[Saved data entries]
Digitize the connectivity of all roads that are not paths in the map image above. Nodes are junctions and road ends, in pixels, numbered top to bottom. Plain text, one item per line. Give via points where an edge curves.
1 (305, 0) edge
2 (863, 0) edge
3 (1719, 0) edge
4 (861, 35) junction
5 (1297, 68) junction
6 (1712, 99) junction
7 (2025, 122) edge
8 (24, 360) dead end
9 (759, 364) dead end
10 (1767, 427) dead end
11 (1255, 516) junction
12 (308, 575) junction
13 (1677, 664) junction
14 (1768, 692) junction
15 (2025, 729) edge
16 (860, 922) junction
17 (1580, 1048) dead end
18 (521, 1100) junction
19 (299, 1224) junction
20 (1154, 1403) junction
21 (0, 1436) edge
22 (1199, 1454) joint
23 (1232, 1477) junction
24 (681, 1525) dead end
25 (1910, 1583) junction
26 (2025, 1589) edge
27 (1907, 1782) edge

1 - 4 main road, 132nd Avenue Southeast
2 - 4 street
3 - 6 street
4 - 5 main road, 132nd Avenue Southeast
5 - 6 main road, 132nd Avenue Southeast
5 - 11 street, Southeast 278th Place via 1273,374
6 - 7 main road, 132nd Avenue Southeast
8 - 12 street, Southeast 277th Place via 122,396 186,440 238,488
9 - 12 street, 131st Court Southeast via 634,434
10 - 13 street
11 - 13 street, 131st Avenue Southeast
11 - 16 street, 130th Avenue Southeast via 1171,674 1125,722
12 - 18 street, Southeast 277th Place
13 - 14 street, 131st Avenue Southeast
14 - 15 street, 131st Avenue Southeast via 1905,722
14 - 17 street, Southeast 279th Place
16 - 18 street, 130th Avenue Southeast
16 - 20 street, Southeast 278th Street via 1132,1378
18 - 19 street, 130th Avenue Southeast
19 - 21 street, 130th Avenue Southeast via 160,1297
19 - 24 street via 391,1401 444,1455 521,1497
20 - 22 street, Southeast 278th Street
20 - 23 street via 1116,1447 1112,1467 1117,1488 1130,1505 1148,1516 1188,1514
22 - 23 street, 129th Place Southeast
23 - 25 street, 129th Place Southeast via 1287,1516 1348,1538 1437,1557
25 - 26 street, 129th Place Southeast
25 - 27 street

### Task goal
Reproduce each line of the data containing the word "edge".

### Written solution
Digitize the connectivity of all roads that are not paths in the map image above. Nodes are junctions and road ends, in pixels, numbered top to bottom. Plain text, one item per line. Give via points where an edge curves.
1 (305, 0) edge
2 (863, 0) edge
3 (1719, 0) edge
7 (2025, 122) edge
15 (2025, 729) edge
21 (0, 1436) edge
26 (2025, 1589) edge
27 (1907, 1782) edge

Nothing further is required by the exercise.